Please copy each line from the entries that contains the string "BEDRIDGE".

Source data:
□ □ □ □ □

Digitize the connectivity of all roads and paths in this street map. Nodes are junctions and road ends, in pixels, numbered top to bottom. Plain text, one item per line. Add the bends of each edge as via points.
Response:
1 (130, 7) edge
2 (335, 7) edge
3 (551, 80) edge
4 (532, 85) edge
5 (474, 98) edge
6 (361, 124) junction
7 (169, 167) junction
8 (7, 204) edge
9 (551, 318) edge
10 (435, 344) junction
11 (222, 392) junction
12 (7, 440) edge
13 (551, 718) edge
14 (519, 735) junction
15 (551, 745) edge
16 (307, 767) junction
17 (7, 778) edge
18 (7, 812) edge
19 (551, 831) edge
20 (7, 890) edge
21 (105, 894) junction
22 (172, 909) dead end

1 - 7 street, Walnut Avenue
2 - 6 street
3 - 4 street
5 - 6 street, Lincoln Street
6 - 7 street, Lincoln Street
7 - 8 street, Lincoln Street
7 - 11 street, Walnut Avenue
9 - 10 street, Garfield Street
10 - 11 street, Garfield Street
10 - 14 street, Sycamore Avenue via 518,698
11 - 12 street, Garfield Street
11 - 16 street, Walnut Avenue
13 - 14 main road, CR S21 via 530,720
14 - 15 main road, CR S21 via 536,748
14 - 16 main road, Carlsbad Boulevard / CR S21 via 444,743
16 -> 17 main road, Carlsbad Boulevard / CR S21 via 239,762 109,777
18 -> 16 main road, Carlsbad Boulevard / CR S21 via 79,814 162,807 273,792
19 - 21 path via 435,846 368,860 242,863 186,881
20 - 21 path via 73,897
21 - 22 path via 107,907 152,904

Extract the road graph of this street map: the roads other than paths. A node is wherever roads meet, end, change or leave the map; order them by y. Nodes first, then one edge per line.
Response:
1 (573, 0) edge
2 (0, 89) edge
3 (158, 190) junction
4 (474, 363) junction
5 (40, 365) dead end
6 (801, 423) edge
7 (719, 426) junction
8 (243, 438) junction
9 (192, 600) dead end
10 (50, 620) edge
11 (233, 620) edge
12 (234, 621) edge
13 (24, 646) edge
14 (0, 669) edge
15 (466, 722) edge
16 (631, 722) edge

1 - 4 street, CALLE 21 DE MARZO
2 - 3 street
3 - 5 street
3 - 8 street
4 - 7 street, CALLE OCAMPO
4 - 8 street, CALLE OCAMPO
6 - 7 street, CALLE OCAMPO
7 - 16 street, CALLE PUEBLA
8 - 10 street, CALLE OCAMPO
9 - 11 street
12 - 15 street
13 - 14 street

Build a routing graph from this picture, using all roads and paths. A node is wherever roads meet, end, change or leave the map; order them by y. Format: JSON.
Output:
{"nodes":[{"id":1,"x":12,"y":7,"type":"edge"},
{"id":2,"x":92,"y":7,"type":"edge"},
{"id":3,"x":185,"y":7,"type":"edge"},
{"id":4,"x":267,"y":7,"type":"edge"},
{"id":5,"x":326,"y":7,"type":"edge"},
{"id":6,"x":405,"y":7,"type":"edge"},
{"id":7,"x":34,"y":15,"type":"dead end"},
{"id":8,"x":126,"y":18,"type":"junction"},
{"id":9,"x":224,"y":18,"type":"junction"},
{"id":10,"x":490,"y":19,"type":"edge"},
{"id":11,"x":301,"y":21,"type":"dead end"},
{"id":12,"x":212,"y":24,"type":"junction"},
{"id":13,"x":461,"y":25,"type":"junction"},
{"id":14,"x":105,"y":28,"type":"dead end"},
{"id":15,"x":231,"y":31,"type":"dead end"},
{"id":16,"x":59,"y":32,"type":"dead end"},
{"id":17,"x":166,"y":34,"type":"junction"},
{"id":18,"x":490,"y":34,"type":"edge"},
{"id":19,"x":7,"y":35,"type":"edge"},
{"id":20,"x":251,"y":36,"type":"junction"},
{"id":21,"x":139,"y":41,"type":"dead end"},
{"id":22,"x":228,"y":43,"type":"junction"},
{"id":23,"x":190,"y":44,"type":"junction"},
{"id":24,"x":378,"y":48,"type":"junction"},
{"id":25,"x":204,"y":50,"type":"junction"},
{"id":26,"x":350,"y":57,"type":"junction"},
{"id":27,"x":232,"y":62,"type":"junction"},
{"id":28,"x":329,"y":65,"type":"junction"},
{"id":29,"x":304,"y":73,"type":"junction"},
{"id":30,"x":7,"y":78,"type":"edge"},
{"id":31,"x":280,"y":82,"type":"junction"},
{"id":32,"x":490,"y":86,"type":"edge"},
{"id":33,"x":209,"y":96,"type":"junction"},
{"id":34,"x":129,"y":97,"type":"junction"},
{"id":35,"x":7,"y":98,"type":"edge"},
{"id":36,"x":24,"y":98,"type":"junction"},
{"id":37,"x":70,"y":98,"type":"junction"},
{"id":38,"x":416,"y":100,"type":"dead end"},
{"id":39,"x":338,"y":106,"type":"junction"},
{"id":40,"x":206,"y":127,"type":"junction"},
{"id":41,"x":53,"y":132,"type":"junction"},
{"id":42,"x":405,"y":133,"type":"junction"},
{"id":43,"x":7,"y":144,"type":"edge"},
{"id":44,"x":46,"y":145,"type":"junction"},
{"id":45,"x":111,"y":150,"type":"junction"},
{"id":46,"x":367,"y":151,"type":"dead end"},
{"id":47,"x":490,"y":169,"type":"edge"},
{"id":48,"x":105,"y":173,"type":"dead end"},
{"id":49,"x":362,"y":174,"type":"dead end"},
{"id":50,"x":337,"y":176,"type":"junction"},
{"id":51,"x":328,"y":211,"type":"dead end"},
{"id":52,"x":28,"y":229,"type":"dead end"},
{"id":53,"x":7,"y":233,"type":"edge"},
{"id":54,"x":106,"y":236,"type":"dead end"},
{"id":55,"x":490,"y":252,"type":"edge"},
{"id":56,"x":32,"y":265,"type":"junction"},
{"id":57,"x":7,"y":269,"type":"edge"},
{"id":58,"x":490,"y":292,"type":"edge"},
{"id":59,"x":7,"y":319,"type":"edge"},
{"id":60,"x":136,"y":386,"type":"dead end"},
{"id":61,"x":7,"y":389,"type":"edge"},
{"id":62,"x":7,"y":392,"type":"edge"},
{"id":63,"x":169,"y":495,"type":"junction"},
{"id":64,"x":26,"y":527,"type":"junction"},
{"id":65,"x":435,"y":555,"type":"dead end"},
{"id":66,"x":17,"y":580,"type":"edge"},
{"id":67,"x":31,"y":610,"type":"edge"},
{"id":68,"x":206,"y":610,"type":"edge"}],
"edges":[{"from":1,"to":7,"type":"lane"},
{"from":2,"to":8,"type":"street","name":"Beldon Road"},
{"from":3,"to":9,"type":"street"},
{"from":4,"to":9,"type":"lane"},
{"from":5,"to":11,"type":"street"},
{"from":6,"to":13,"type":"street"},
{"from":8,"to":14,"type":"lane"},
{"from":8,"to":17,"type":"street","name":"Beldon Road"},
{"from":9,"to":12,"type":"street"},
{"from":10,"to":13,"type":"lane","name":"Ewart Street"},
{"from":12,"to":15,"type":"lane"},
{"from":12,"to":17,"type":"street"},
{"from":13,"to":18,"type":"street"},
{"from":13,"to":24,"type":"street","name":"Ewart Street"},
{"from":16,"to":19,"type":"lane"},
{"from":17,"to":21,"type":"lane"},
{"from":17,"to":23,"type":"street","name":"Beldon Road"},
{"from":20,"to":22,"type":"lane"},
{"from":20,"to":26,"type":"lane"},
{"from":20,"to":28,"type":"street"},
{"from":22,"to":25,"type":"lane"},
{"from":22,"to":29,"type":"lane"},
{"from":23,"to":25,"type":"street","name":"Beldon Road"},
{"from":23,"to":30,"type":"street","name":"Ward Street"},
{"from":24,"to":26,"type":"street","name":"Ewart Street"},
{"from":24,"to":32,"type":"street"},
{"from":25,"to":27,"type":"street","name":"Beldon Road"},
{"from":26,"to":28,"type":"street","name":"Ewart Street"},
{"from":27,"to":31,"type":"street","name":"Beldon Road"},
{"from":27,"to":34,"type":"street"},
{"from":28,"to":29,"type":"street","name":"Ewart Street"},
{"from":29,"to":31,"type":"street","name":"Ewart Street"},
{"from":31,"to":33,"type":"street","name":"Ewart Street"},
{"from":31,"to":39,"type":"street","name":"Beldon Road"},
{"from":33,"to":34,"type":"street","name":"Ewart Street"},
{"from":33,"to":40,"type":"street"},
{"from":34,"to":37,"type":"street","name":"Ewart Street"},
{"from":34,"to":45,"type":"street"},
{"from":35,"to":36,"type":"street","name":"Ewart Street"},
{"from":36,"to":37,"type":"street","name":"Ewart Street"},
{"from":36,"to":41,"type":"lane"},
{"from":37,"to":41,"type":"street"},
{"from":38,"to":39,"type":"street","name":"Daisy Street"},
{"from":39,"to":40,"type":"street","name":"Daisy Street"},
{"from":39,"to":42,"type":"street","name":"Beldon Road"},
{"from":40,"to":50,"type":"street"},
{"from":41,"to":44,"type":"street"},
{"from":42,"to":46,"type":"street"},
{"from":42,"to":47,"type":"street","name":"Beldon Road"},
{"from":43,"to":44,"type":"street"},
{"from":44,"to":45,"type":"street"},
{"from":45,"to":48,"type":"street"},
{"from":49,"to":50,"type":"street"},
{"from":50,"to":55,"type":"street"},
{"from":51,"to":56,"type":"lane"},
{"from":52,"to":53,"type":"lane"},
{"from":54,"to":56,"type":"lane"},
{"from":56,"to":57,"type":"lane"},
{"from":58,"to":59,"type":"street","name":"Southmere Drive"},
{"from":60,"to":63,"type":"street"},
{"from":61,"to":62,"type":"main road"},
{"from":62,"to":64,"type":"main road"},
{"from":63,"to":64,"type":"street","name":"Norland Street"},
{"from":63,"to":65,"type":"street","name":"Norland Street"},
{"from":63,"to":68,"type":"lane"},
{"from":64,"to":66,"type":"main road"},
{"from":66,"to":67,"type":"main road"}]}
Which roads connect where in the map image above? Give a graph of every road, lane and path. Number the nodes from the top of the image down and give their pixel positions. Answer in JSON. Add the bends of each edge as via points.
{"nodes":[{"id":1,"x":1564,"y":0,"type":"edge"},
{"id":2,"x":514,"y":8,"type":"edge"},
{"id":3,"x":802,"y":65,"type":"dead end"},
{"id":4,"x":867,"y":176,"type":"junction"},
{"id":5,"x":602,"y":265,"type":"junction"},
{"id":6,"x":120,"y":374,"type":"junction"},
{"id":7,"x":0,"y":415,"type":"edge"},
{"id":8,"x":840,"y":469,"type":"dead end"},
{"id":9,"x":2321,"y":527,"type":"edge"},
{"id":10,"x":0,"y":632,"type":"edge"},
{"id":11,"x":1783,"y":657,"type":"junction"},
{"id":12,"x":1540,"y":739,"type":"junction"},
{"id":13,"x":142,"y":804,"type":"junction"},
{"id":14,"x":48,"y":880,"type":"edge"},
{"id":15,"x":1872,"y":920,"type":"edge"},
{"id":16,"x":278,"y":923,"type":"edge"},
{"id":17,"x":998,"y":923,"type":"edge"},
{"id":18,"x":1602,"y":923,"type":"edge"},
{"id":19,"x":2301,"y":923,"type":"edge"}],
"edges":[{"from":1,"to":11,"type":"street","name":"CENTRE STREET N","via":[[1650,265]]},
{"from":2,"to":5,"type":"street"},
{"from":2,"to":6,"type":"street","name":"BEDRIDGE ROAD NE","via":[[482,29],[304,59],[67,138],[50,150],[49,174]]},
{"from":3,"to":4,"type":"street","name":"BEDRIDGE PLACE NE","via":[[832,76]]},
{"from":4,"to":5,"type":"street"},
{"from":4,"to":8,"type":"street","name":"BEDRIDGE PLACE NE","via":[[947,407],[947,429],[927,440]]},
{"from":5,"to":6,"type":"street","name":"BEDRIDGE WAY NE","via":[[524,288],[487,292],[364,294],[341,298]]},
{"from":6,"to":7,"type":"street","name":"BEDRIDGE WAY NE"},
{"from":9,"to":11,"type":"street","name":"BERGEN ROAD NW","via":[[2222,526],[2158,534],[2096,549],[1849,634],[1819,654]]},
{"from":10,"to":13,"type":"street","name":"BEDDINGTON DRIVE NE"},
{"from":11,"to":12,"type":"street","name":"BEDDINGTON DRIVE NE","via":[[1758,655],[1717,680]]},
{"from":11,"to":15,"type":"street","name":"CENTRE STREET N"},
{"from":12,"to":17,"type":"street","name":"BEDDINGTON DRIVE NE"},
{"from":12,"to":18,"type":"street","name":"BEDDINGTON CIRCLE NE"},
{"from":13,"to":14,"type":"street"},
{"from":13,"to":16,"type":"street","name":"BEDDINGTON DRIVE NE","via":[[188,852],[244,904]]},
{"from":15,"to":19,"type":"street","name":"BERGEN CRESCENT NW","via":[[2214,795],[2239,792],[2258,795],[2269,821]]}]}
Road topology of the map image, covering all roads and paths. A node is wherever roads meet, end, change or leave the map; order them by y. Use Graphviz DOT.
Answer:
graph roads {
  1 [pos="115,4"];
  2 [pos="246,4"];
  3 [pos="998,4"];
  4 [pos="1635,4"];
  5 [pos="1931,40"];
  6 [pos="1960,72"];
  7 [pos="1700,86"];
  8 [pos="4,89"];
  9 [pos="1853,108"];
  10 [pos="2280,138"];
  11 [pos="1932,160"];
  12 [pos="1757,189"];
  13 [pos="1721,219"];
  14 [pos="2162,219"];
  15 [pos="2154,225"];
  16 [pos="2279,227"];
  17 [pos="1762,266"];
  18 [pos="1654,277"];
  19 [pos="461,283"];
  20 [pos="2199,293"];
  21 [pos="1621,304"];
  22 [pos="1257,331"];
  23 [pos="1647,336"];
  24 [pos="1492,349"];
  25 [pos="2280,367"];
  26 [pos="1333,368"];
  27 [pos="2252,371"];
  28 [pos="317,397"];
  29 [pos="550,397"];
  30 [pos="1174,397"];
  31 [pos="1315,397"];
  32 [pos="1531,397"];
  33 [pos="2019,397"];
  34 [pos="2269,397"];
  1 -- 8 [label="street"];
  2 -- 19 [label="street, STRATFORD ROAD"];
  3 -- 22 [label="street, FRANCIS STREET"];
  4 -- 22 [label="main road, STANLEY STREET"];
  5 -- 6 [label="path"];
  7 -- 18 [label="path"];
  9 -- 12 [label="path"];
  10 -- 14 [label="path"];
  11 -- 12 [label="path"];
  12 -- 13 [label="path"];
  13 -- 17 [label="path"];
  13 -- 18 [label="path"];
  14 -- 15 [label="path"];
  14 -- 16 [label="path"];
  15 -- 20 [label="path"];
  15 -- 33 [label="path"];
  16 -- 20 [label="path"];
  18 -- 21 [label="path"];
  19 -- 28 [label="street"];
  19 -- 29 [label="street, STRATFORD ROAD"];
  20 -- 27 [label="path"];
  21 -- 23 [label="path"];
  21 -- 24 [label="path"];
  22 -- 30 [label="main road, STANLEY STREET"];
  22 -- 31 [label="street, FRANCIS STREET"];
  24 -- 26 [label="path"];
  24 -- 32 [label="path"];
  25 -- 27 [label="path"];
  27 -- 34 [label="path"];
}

□ □ □ □ □

Answer section ▸
{"from":2,"to":6,"type":"street","name":"BEDRIDGE ROAD NE","via":[[482,29],[304,59],[67,138],[50,150],[49,174]]},
{"from":3,"to":4,"type":"street","name":"BEDRIDGE PLACE NE","via":[[832,76]]},
{"from":4,"to":8,"type":"street","name":"BEDRIDGE PLACE NE","via":[[947,407],[947,429],[927,440]]},
{"from":5,"to":6,"type":"street","name":"BEDRIDGE WAY NE","via":[[524,288],[487,292],[364,294],[341,298]]},
{"from":6,"to":7,"type":"street","name":"BEDRIDGE WAY NE"},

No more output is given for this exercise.